Try setting your PATH and LD_LIBRARY_PATH in your .cshrc rather than .login (I assume you're using csh). Ssh does not create a login shell when running a command on a remote machine, so your .login won't be getting loaded.

MPICH support is only very basic (no debugging) and is highly version specific. I'd suggest sticking with OpenMPI for the moment.

Here's what I added to my TODO list (http://wiki.eclipse.org/PTP/planning/2.0/TODO ):

53. Add support for "mpirun" arguments in addition to application arguments.

Greg

On Dec 21, 2007, at 2:32 PM, Kenneth Evans wrote:

Greg,

I changed my .login to have PATH and LD_LIBRARY_PATH that point to OpenMPI. This should eliminate all the MPICH2 stuff. However, I can't get OpenMPI to work without --prefix. I don't understand why. It says it can't find orted
(see below).  However, if I ssh to the nodes:

1. "which orted" is successful
2. I can start it by typing "orted"
3. PATH and LD_LIBRARY_PATH are the same as in my .login and point to
OpenMPI.

So it seems to be properly on the nodes.

This is what I get:

43 blacklab.aps.anl.gov:openmpitest>mpirun -n 4 helloWorld
orted: Command not found.
orted: Command not found.
orted: Command not found.
orted: Command not found.
[blacklab.aps.anl.gov:14233] ERROR: A daemon on node puppy1 failed to start
as expected.
[blacklab.aps.anl.gov:14233] ERROR: There may be more information available
from
[blacklab.aps.anl.gov:14233] ERROR: the remote shell (see above).
[blacklab.aps.anl.gov:14233] ERROR: The daemon exited unexpectedly with
status 1.
[blacklab.aps.anl.gov:14233] ERROR: A daemon on node puppy2 failed to start
as expected.
[blacklab.aps.anl.gov:14233] ERROR: There may be more information available
from
[blacklab.aps.anl.gov:14233] ERROR: the remote shell (see above).
[blacklab.aps.anl.gov:14233] ERROR: The daemon exited unexpectedly with
status 1.
[blacklab.aps.anl.gov:14233] ERROR: A daemon on node puppy4 failed to start
as expected.
[blacklab.aps.anl.gov:14233] ERROR: There may be more information available
from
[blacklab.aps.anl.gov:14233] ERROR: the remote shell (see above).
[blacklab.aps.anl.gov:14233] ERROR: The daemon exited unexpectedly with
status 1.
[blacklab.aps.anl.gov:14233] [0,0,0] ORTE_ERROR_LOG: Timeout in file
base/pls_base_orted_cmds.c at line 275
[blacklab.aps.anl.gov:14233] [0,0,0] ORTE_ERROR_LOG: Timeout in file
pls_rsh_module.c at line 1166
[blacklab.aps.anl.gov:14233] [0,0,0] ORTE_ERROR_LOG: Timeout in file
errmgr_hnp.c at line 90
[blacklab.aps.anl.gov:14233] ERROR: A daemon on node puppy3 failed to start
as expected.
[blacklab.aps.anl.gov:14233] ERROR: There may be more information available
from
[blacklab.aps.anl.gov:14233] ERROR: the remote shell (see above).
[blacklab.aps.anl.gov:14233] ERROR: The daemon exited unexpectedly with
status 1.
[blacklab.aps.anl.gov:14233] [0,0,0] ORTE_ERROR_LOG: Timeout in file
base/pls_base_orted_cmds.c at line 188
[blacklab.aps.anl.gov:14233] [0,0,0] ORTE_ERROR_LOG: Timeout in file
pls_rsh_module.c at line 1198
--------------------------------------------------------------------------
mpirun was unable to cleanly terminate the daemons for this job.

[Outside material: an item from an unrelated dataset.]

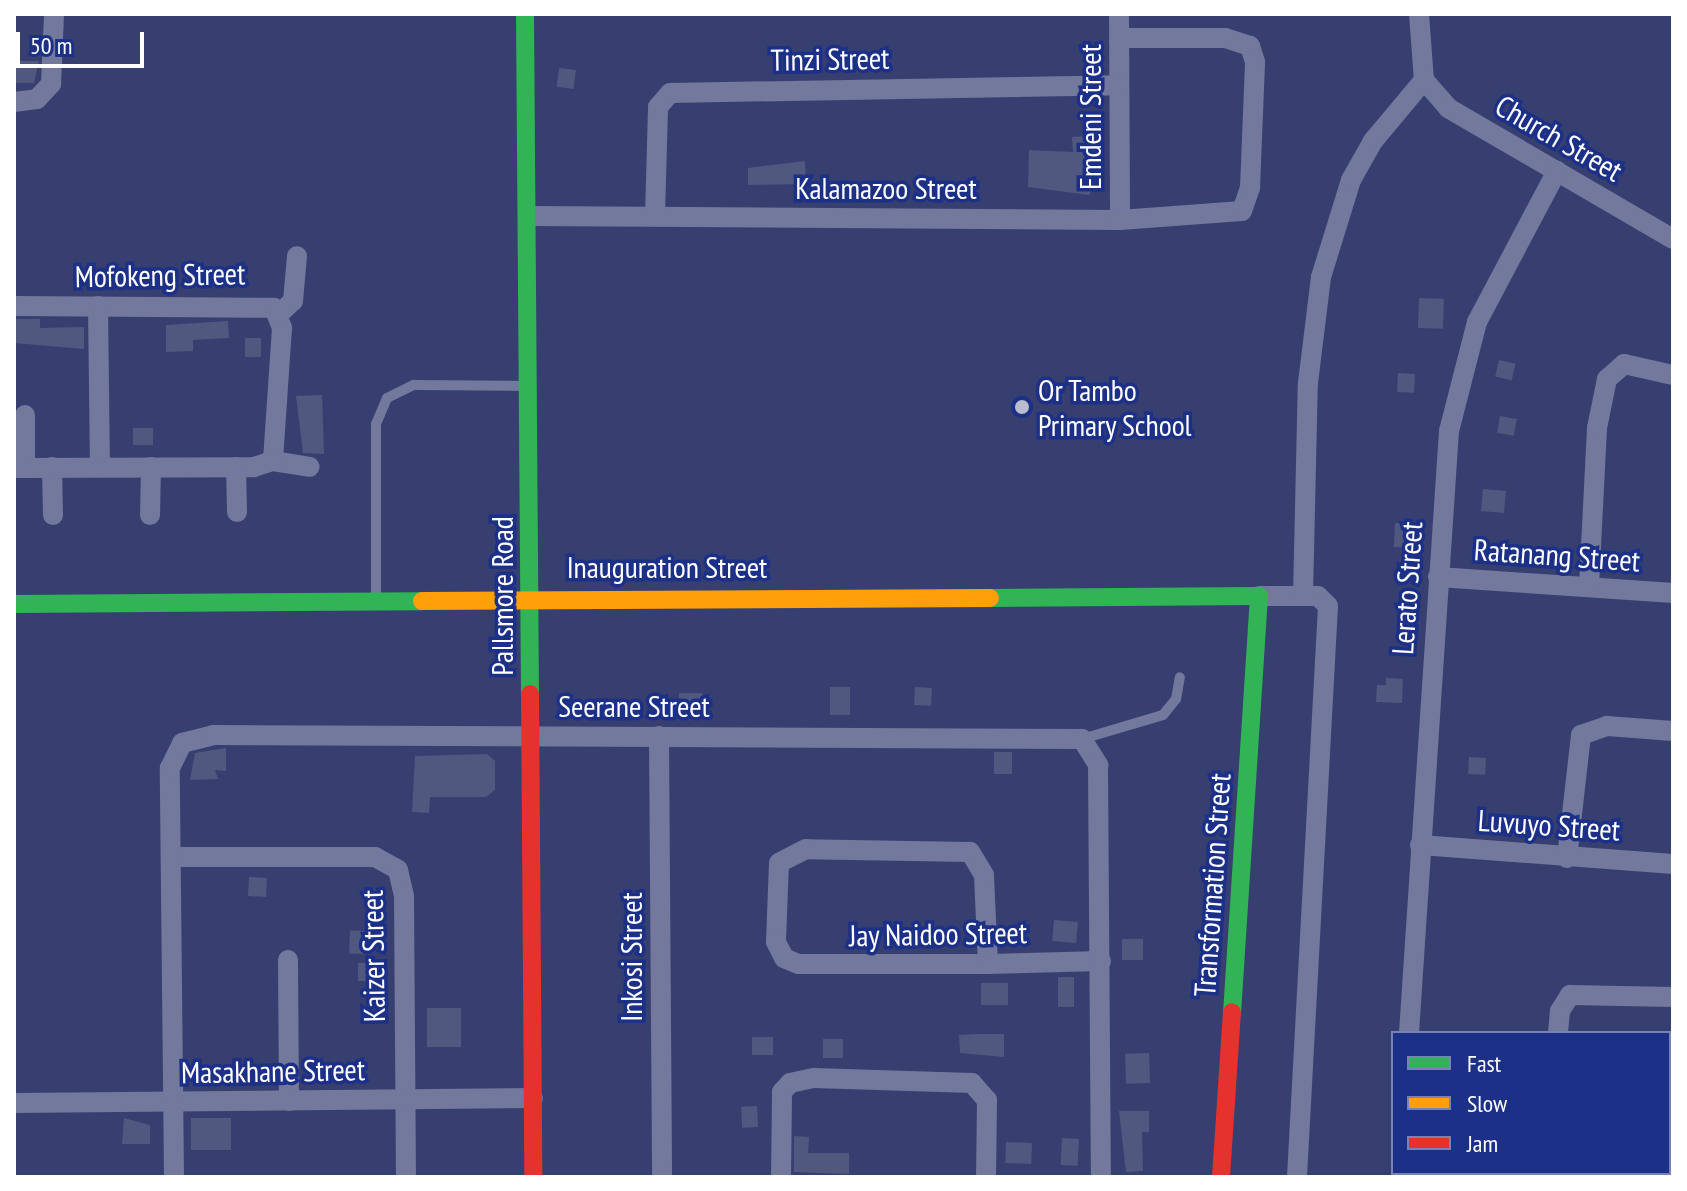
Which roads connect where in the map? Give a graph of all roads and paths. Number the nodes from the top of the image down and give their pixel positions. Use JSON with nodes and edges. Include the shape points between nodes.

Returned
value Timeout instead of ORTE_SUCCESS.
--------------------------------------------------------------------------
44 blacklab.aps.anl.gov:openmpitest>

If I do the following with --prefix, it works OK:

44 blacklab.aps.anl.gov:openmpitest>mpirun --prefix /clhome/EVANS/ openmpi -n
4 helloWorld
Hello World from process 0 of 4 on puppy1.cluster
Hello World from process 1 of 4 on puppy2.cluster
Hello World from process 2 of 4 on puppy3.cluster
Hello World from process 3 of 4 on puppy4.cluster
45 blacklab.aps.anl.gov:openmpitest>

I don't know enough about OpenMPI and ORTD to know what might be causing
this behavior.

BTW by changing my .login to point to the MPICH installation, I can get MPICH, which is MPI-1, like OpenMPI, to work. I had never used it before,
so I am about in the same position as I am with OpenMPI.

The above is independent of Eclipse. I did check the things you mentioned in the Eclipse preferences, and they are as they ought to be. I notice
there is an MPICH-2 alternative to ORTD.  Does that work?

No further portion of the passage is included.